Ее натруженные руки крепко обняли огромное тело Германа.
- Ты на чем приехала? - растерянно спросил тот.
- На автобусе. На-ко, прими.
Евдокия Германовна деловито принялась разбирать сумки.
- Но почему на автобусе? Что с машиной? Сломалась?
- Отец болеет, - коротко сказала женщина. -Банки сразу в погреб спусти. А мясо надо бы в морозилку.
- Тебе же нельзя поднимать тяжести! Ты от Фабрики с такими сумками шла пешком! На улице темно, восемь часов скоро! Позвонить не могла?

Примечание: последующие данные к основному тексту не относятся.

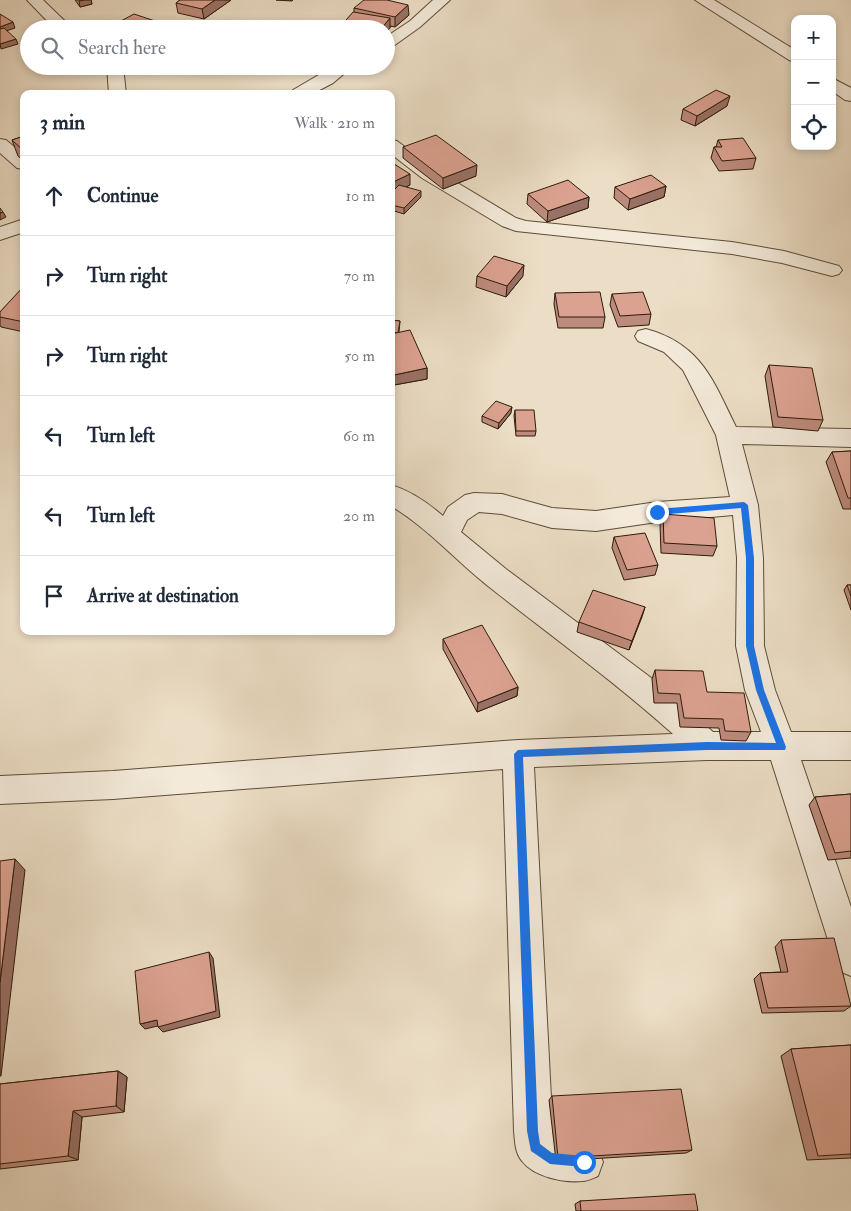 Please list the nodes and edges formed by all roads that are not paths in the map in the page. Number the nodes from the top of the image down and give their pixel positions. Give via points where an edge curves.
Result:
1 (35, 0) edge
2 (442, 0) edge
3 (703, 0) edge
4 (53, 20) edge
5 (395, 38) edge
6 (791, 55) edge
7 (116, 75) edge
8 (333, 75) edge
9 (836, 86) edge
10 (118, 90) edge
11 (306, 90) edge
12 (851, 96) edge
13 (0, 144) edge
14 (395, 148) edge
15 (20, 161) edge
16 (20, 226) edge
17 (0, 234) edge
18 (832, 270) dead end
19 (646, 336) dead end
20 (728, 435) junction
21 (851, 438) edge
22 (395, 496) edge
23 (744, 505) junction
24 (447, 534) junction
25 (707, 746) junction
26 (851, 746) edge
27 (782, 747) junction
28 (518, 754) junction
29 (0, 790) edge
30 (851, 959) edge
31 (584, 1162) edge

1 - 4 street
2 - 5 street
3 - 6 street
7 - 10 street
8 - 11 street
9 - 12 street
13 - 15 street
14 - 18 street via 429,174 523,228 732,248
16 - 17 street
19 - 20 street via 672,347 692,366
20 - 21 street
20 - 23 street
22 - 24 street via 420,511
23 - 24 street via 596,521 552,518 502,504 474,502 457,514
23 - 27 street via 750,558 750,646 760,690
24 - 25 street via 496,577 640,686
25 - 27 street
25 - 28 street
26 - 27 street
27 - 30 street
28 - 29 street via 113,785
28 - 31 street via 535,1147 550,1159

- Ты ж, сыночек, работаешь. А мы люди привычные. Кто это у тебя? Никак Саша? - прищурилась Евдокия Германовна. Говорила она напевно, но звучно. На посиделках всегда была запевалой, Александр это помнил.
- Я, - поднялся с табурета Завьялов. - Здравствуйте.
- Ну-ко!
Отодвинув сына, женщина прошла на кухню, обняла его и крепко расцеловала:
- Здравствуй, Сашенька! Давно с тобой не виделись! Ох, и постарел! Татьяна-то рано убралась, посмотрела бы на тебя сейчас и не обрадовалась! Горе-то какое, а? Горе...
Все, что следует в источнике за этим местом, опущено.